[Dataset entries]
************
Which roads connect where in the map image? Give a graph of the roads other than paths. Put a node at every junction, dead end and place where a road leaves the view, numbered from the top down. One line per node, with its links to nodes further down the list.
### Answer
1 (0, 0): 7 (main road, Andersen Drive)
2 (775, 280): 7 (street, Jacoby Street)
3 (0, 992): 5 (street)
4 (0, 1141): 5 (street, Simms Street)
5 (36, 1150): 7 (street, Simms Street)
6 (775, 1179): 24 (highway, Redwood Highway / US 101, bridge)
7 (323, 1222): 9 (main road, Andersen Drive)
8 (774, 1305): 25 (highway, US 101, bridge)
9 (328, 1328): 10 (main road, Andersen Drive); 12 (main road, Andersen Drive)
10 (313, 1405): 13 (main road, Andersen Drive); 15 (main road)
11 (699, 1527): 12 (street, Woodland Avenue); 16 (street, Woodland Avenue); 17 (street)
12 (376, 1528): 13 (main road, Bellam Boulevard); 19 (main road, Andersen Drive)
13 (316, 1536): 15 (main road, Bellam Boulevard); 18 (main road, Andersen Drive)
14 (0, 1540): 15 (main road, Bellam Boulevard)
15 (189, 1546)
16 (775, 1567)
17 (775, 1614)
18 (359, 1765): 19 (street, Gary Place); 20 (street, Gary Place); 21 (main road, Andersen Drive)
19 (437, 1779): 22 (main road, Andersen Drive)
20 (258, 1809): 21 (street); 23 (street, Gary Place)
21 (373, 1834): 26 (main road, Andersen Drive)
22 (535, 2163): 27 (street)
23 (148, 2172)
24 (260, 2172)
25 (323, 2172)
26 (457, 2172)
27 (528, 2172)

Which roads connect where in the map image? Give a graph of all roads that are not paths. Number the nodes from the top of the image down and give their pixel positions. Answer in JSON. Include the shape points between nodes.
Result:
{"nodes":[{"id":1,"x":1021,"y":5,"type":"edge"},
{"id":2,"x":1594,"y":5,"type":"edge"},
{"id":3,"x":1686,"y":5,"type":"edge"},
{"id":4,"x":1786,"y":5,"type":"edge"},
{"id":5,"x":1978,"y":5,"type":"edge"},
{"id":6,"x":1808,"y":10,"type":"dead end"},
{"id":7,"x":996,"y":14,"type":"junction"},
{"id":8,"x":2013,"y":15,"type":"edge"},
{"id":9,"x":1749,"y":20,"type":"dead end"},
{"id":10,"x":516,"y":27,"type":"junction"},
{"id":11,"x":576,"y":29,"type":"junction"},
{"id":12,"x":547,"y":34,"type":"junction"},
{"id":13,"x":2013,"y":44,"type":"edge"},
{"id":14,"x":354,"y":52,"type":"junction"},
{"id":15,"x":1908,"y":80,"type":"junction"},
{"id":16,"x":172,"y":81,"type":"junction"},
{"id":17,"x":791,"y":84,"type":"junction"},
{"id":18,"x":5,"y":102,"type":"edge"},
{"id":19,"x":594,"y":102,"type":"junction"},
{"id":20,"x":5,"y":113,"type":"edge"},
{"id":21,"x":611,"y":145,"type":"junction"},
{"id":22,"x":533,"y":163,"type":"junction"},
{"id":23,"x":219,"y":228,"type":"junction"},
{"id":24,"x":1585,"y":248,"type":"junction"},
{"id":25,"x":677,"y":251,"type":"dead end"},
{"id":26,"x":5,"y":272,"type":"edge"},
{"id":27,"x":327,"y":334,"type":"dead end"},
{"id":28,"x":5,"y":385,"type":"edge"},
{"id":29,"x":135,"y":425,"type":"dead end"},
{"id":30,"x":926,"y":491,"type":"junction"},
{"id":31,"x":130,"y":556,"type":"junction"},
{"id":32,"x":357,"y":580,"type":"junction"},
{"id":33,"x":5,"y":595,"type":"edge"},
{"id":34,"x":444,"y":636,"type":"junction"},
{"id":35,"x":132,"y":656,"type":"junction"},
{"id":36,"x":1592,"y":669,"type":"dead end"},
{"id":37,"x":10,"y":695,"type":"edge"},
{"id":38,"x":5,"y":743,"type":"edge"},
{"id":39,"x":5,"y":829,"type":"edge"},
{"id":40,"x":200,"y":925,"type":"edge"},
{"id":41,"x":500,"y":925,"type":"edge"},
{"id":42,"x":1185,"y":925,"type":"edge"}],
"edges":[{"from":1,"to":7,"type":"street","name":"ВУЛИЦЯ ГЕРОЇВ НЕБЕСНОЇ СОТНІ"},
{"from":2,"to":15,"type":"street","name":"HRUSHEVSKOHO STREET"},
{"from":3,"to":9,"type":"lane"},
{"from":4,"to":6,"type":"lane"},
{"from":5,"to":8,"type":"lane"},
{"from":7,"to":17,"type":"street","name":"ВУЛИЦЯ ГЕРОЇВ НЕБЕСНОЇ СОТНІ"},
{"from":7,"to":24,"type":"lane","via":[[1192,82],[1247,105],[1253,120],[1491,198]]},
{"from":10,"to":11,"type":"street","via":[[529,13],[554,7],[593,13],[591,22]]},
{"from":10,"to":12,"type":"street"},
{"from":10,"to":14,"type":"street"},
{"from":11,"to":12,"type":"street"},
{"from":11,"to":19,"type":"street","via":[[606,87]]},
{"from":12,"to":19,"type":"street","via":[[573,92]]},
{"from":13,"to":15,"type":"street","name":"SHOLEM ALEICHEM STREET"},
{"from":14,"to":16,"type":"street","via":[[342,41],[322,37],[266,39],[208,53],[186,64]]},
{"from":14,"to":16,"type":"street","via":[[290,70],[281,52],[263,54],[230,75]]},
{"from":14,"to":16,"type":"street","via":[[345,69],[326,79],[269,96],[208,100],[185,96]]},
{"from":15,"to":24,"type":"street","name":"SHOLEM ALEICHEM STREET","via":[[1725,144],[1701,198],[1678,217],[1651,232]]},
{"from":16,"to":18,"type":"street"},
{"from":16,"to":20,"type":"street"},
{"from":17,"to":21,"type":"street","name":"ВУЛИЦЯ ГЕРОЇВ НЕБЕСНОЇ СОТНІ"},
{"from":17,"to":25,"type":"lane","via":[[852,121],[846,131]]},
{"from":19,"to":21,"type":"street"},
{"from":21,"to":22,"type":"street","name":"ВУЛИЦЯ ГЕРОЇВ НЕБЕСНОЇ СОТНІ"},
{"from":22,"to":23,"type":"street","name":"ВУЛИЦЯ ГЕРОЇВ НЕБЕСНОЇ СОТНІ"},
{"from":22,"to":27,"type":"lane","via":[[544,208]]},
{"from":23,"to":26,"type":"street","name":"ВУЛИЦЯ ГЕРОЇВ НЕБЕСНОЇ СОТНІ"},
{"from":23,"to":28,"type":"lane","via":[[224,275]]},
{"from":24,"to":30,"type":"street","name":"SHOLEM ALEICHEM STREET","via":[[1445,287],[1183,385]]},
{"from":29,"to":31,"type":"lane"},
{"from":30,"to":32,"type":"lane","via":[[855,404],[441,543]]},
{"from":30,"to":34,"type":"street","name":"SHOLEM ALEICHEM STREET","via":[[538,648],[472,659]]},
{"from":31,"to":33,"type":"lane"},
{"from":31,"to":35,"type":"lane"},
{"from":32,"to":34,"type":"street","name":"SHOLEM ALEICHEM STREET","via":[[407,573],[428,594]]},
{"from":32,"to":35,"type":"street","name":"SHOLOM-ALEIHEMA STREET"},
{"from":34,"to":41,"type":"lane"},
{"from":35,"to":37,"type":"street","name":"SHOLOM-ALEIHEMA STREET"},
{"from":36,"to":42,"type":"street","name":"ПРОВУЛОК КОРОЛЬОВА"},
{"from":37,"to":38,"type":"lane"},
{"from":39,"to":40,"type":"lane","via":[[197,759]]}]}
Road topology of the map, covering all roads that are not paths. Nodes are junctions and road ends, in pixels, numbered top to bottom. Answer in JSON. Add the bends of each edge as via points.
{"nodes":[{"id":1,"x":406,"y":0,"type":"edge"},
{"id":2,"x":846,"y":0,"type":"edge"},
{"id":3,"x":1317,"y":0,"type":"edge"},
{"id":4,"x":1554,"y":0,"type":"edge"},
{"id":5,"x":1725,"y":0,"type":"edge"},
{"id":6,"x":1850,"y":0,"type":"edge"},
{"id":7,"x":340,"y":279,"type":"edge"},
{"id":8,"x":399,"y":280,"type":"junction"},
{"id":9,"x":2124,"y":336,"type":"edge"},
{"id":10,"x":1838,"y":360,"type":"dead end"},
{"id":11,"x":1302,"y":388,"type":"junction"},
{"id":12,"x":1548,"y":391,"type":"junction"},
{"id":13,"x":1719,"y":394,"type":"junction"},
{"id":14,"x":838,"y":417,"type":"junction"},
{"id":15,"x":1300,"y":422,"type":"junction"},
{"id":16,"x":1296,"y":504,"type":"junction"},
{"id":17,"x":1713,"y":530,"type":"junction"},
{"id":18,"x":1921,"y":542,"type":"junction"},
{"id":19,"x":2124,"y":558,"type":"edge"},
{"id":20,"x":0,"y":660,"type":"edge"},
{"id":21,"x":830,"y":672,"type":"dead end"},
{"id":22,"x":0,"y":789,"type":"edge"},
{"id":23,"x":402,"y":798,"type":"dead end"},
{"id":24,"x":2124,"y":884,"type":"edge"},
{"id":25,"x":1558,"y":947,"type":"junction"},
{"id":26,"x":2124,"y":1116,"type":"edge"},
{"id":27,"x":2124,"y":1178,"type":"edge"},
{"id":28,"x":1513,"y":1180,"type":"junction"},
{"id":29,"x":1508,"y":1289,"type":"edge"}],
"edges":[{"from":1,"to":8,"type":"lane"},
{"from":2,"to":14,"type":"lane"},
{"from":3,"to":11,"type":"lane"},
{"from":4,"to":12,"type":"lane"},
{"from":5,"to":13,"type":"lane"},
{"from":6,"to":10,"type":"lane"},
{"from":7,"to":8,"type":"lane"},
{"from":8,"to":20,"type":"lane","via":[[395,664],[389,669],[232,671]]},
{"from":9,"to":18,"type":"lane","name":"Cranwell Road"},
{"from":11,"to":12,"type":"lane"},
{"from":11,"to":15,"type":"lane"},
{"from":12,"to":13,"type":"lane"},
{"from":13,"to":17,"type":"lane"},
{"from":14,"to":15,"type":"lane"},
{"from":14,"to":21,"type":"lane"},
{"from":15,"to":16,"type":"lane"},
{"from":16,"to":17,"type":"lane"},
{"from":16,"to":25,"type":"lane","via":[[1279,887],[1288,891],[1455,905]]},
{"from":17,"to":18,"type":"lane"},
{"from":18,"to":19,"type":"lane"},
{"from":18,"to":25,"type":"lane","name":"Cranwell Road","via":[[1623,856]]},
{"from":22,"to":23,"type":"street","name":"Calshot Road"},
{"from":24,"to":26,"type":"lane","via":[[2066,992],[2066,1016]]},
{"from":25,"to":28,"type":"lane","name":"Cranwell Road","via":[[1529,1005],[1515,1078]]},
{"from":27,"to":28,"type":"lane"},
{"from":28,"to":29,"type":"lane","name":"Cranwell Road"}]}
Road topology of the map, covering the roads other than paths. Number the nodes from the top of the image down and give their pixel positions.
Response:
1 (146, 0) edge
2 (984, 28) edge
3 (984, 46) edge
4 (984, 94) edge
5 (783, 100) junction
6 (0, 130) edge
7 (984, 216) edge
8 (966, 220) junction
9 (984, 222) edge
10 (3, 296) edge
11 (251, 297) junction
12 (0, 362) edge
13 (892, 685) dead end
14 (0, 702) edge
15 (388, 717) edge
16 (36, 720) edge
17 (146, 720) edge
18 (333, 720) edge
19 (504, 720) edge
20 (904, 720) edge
************
From the data above, copy out every line with the string "other" in it.

Which roads connect where in the map image? Give a graph of the roads other than paths. Put a node at every junction, dead end and place where a road leaves the view, numbered from the top down. One line per node, with its links to nodes further down the list.
Road topology of the map, covering the roads other than paths. Number the nodes from the top of the image down and give their pixel positions.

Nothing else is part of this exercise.